8. Yine mezkur ansiklopedideki maddede aynen şu açıklamalar yer almaktadır: “Allah’ı ve Resulü’nü sevdikleri bizzat Hz. Peygamber tarafından açıklanmıştır. Allah yolunda yakınlarına karşı savaşmaktan çekinmemişlerdir.”
Diğer sahabîler Allah Resûlü’nü sevmiyorlar mıydı? Ya da onlar yakınları için savaşmadılar mı? Örneğin Ebû Huzeyfe Bedir’de babası Utbe b. Rebia’ya karşı savaşmıştır. Ya da Rıdvan biatinde ölümüne Resûlüllah’a bağlılık bildirenleri hangi kefeye koyacağız?
9. “Kim zerre kadar iyilik yaparsa karşılığını, kim de zerre kadar kötülük yaparsa karşılığını görür (Zilzâl 99/7).” âyetine göre, her birey yaptığından sorumlu olacağına göre, 10 kişinin muaf tutulması bu âyete göre nasıl açıklanabilir?
10. “Bana ve size ne yapılacağını bilemem” (Ahkaf 9). Ayetini tebliğ eden (benzer ayetler de vardır) Peygamber, kendisi hakkında garanti veremezken ve kızına bu minvalde tavsiyede bulunurken, söz konusu on kişiye niçin böyle bir paye vermiş olsun? Ya da verebilir mi?
11. Üstelik bu sahabilerle diğerleri arasında bazı problemler de yaşanmıştır. En basitinden Hz. Peygamber’in kızı Fatıma, Fedek arazisinin mirası hakkında aldığı karar nedeniyle Ebu Bekir’e küsmüş ve altı ay dargın kalıp öyle de vefat etmiştir? Bu durum “Müslüman Müslümana karşı üç günden fazla dargın duramaz” şeklindeki rivayetle nasıl bağdaştırılacaktır?
12.Son sahabî Said b. Zeyd hangi özelliği nedeniyle bu kontenjana dahil olabilmiştir? Şayet ilk Müslüman olma veya İslâm’ın çilesini çekme söz konusu ise, İslâm ilk şehitleri olarak bilinen Yâsir ve Sümeyye’nin oğlu Ammar niçin bu kontenjana dahil edilmemiştir?
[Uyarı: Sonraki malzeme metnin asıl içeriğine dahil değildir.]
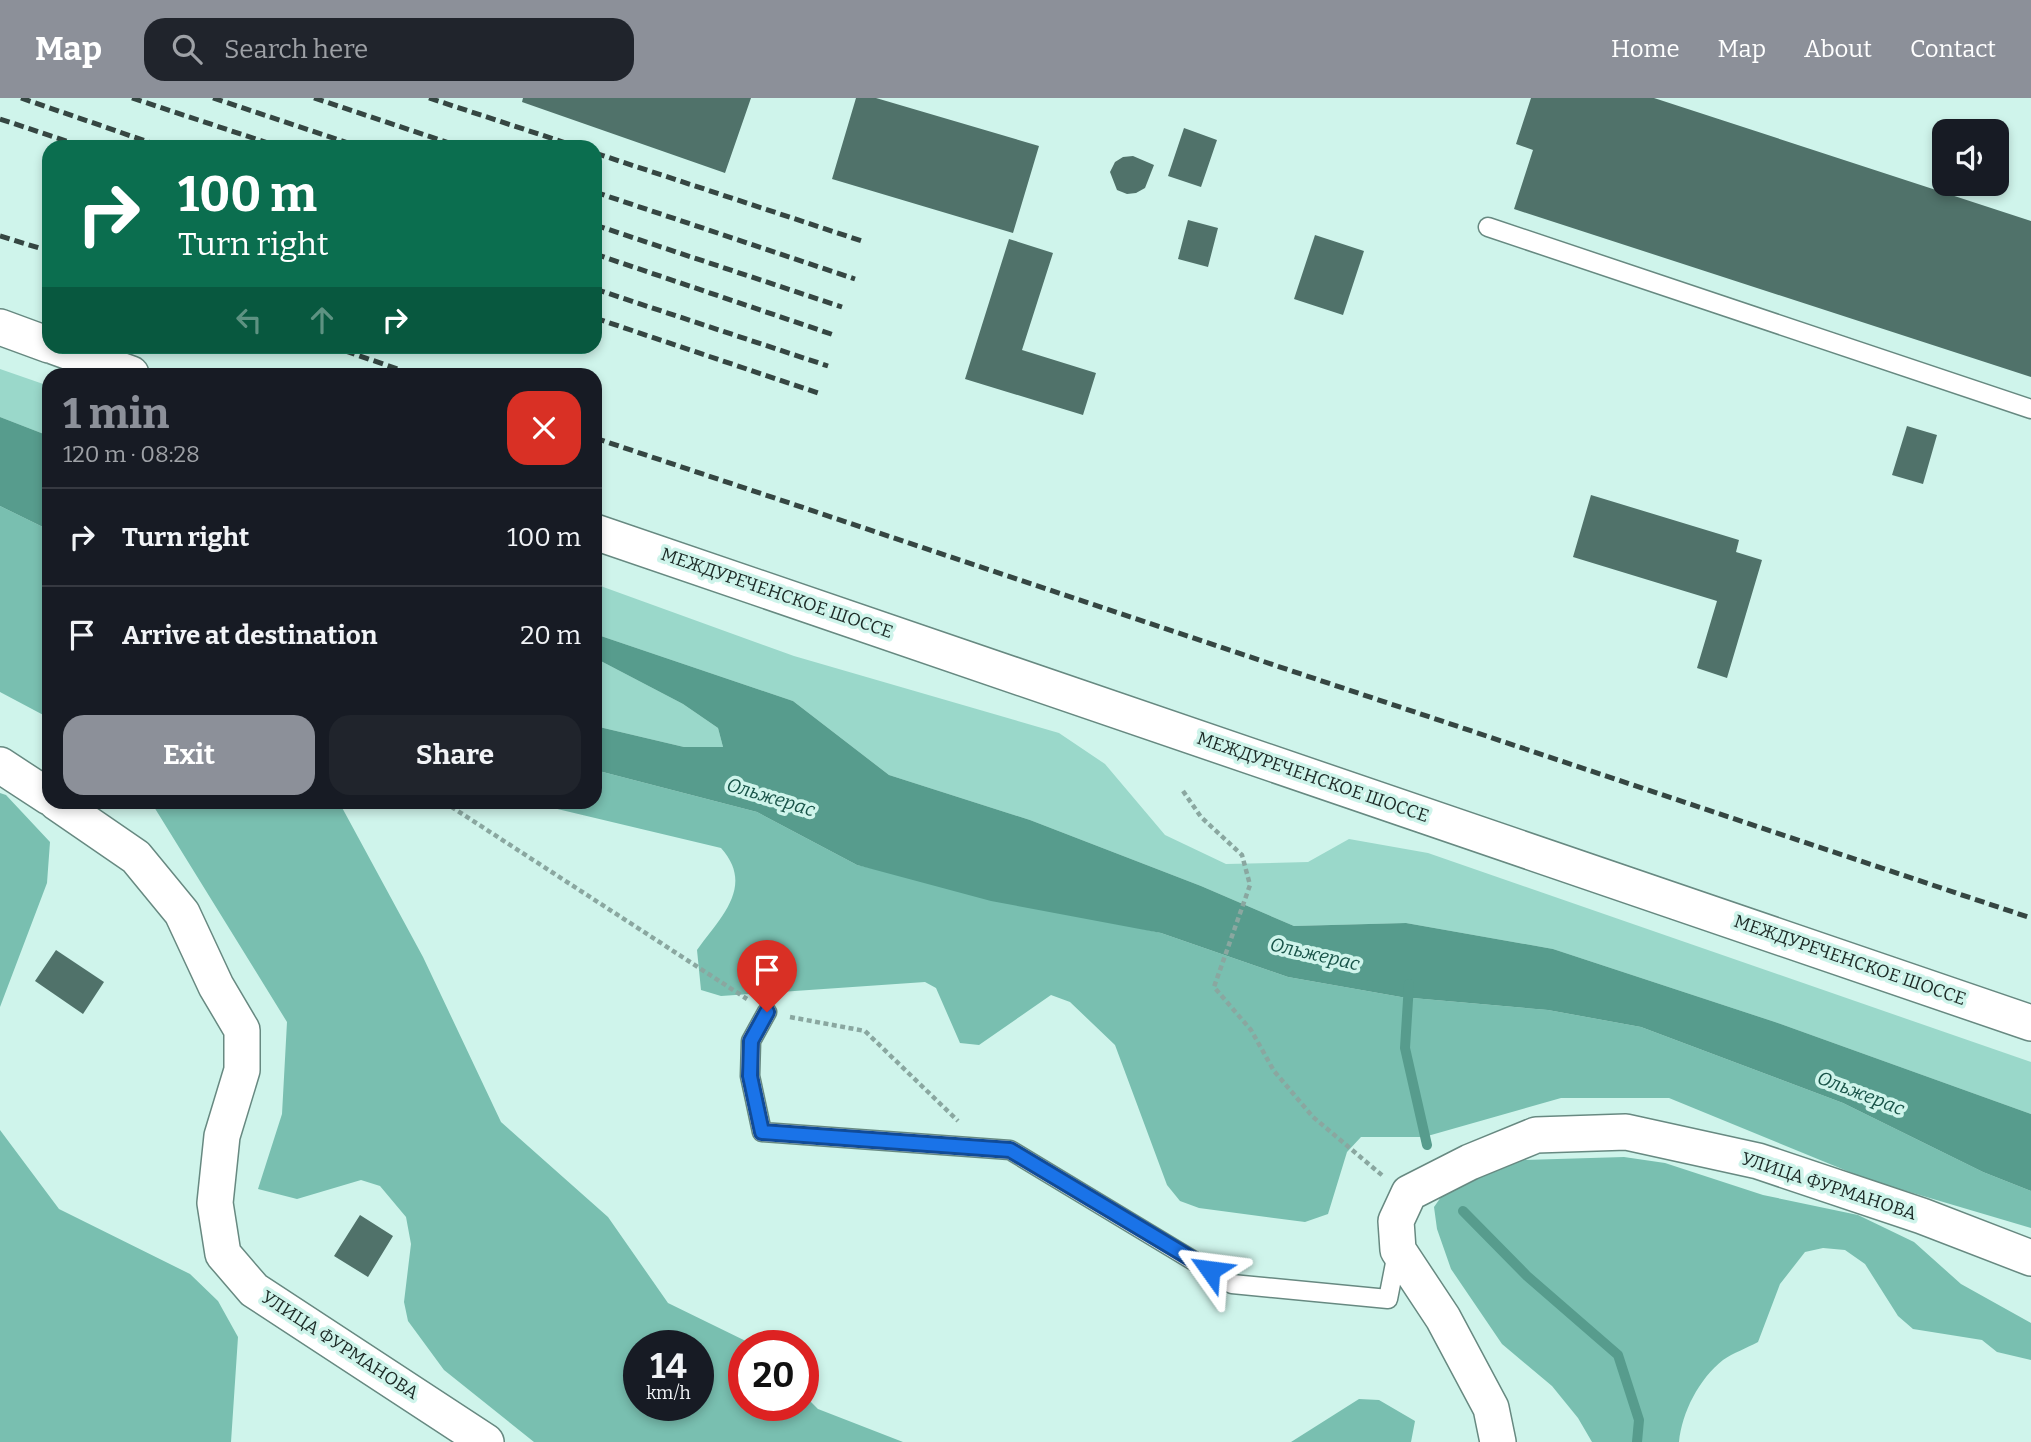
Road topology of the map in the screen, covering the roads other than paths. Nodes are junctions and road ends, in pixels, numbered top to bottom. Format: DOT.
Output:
graph roads {
  1 [pos="1488,227"];
  2 [pos="0,327"];
  3 [pos="42,343"];
  4 [pos="74,354"];
  5 [pos="114,368"];
  6 [pos="2031,409"];
  7 [pos="602,534"];
  8 [pos="0,765"];
  9 [pos="42,792"];
  10 [pos="65,809"];
  11 [pos="767,1012"];
  12 [pos="2031,1023"];
  13 [pos="1398,1250"];
  14 [pos="2031,1258"];
  15 [pos="486,1442"];
  16 [pos="1498,1442"];
  1 -- 6 [label="lane"];
  2 -- 3 [label="street"];
  4 -- 5 [label="street"];
  7 -- 12 [label="street, МЕЖДУРЕЧЕНСКОЕ ШОССЕ"];
  8 -- 9 [label="street"];
  10 -- 15 [label="street, УЛИЦА ФУРМАНОВА"];
  11 -- 13 [label="lane"];
  13 -- 14 [label="street, УЛИЦА ФУРМАНОВА"];
  13 -- 16 [label="street"];
}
13. İslâm inancına göre Allah ve Resûlü’ne inanan her birey zaten cennete gitmeyecek mi? Peygamber dahi olsa Allah adına birilerini masum kabul etme, İslâm inancıyla örtüştürülebilir mi?
14. Cennet’le müjdelenen on sahabî iddiası ile Şia’nın “masum imam” teorisi arasında ne fark vardır? Aynı kapıya çıkmaz mı? Şia’nın bu inancı yadırganırken Sünni gelenekteki bu anlayışın meşruluğu neye dayanmakta? Şayet Resûlüllah’a akrabalık ise Şia’nın imamları kan bağı ile ona bağlı değil mi?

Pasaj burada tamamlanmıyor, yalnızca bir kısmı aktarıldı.